### Work request
For every record below, write out an exact copy.

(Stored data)
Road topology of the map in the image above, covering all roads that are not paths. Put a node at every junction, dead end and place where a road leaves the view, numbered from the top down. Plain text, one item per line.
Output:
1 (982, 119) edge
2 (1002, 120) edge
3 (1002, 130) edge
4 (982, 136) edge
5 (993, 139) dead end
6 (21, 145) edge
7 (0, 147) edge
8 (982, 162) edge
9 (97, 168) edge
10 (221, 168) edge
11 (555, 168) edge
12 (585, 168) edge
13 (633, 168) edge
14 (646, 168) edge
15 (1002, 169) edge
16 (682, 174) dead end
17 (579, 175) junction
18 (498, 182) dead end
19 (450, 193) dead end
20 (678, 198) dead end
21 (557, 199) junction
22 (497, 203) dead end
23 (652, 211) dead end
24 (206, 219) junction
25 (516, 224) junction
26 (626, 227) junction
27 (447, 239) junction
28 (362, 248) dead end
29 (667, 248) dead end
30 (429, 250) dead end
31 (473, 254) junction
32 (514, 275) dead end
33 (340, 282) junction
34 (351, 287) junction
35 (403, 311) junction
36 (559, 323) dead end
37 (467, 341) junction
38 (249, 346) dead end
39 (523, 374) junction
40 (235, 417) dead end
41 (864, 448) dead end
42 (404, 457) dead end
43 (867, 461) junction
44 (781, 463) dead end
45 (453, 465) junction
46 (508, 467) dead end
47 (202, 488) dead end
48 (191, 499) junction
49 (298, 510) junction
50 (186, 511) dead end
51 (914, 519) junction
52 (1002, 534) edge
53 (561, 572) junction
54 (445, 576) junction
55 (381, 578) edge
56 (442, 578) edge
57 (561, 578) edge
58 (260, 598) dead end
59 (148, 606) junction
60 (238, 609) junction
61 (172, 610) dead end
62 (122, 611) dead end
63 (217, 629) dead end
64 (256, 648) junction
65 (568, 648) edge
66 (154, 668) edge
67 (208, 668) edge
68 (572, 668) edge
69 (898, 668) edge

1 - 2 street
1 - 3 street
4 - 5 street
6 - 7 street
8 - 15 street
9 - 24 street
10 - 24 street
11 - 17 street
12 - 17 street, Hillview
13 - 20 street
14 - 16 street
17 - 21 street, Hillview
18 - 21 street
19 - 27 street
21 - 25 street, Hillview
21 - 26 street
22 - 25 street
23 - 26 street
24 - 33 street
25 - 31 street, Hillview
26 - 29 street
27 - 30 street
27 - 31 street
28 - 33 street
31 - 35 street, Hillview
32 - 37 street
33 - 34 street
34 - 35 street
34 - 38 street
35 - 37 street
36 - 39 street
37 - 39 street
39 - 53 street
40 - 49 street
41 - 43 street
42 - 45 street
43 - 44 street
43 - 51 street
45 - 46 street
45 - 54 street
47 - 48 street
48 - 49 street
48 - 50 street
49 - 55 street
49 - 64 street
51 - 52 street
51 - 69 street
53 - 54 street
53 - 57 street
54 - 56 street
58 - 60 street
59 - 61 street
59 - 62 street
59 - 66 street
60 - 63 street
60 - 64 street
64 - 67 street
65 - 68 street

### Solution to the exercise
Road topology of the map in the image above, covering all roads that are not paths. Put a node at every junction, dead end and place where a road leaves the view, numbered from the top down. Plain text, one item per line.
Output:
1 (982, 119) edge
2 (1002, 120) edge
3 (1002, 130) edge
4 (982, 136) edge
5 (993, 139) dead end
6 (21, 145) edge
7 (0, 147) edge
8 (982, 162) edge
9 (97, 168) edge
10 (221, 168) edge
11 (555, 168) edge
12 (585, 168) edge
13 (633, 168) edge
14 (646, 168) edge
15 (1002, 169) edge
16 (682, 174) dead end
17 (579, 175) junction
18 (498, 182) dead end
19 (450, 193) dead end
20 (678, 198) dead end
21 (557, 199) junction
22 (497, 203) dead end
23 (652, 211) dead end
24 (206, 219) junction
25 (516, 224) junction
26 (626, 227) junction
27 (447, 239) junction
28 (362, 248) dead end
29 (667, 248) dead end
30 (429, 250) dead end
31 (473, 254) junction
32 (514, 275) dead end
33 (340, 282) junction
34 (351, 287) junction
35 (403, 311) junction
36 (559, 323) dead end
37 (467, 341) junction
38 (249, 346) dead end
39 (523, 374) junction
40 (235, 417) dead end
41 (864, 448) dead end
42 (404, 457) dead end
43 (867, 461) junction
44 (781, 463) dead end
45 (453, 465) junction
46 (508, 467) dead end
47 (202, 488) dead end
48 (191, 499) junction
49 (298, 510) junction
50 (186, 511) dead end
51 (914, 519) junction
52 (1002, 534) edge
53 (561, 572) junction
54 (445, 576) junction
55 (381, 578) edge
56 (442, 578) edge
57 (561, 578) edge
58 (260, 598) dead end
59 (148, 606) junction
60 (238, 609) junction
61 (172, 610) dead end
62 (122, 611) dead end
63 (217, 629) dead end
64 (256, 648) junction
65 (568, 648) edge
66 (154, 668) edge
67 (208, 668) edge
68 (572, 668) edge
69 (898, 668) edge

1 - 2 street
1 - 3 street
4 - 5 street
6 - 7 street
8 - 15 street
9 - 24 street
10 - 24 street
11 - 17 street
12 - 17 street, Hillview
13 - 20 street
14 - 16 street
17 - 21 street, Hillview
18 - 21 street
19 - 27 street
21 - 25 street, Hillview
21 - 26 street
22 - 25 street
23 - 26 street
24 - 33 street
25 - 31 street, Hillview
26 - 29 street
27 - 30 street
27 - 31 street
28 - 33 street
31 - 35 street, Hillview
32 - 37 street
33 - 34 street
34 - 35 street
34 - 38 street
35 - 37 street
36 - 39 street
37 - 39 street
39 - 53 street
40 - 49 street
41 - 43 street
42 - 45 street
43 - 44 street
43 - 51 street
45 - 46 street
45 - 54 street
47 - 48 street
48 - 49 street
48 - 50 street
49 - 55 street
49 - 64 street
51 - 52 street
51 - 69 street
53 - 54 street
53 - 57 street
54 - 56 street
58 - 60 street
59 - 61 street
59 - 62 street
59 - 66 street
60 - 63 street
60 - 64 street
64 - 67 street
65 - 68 street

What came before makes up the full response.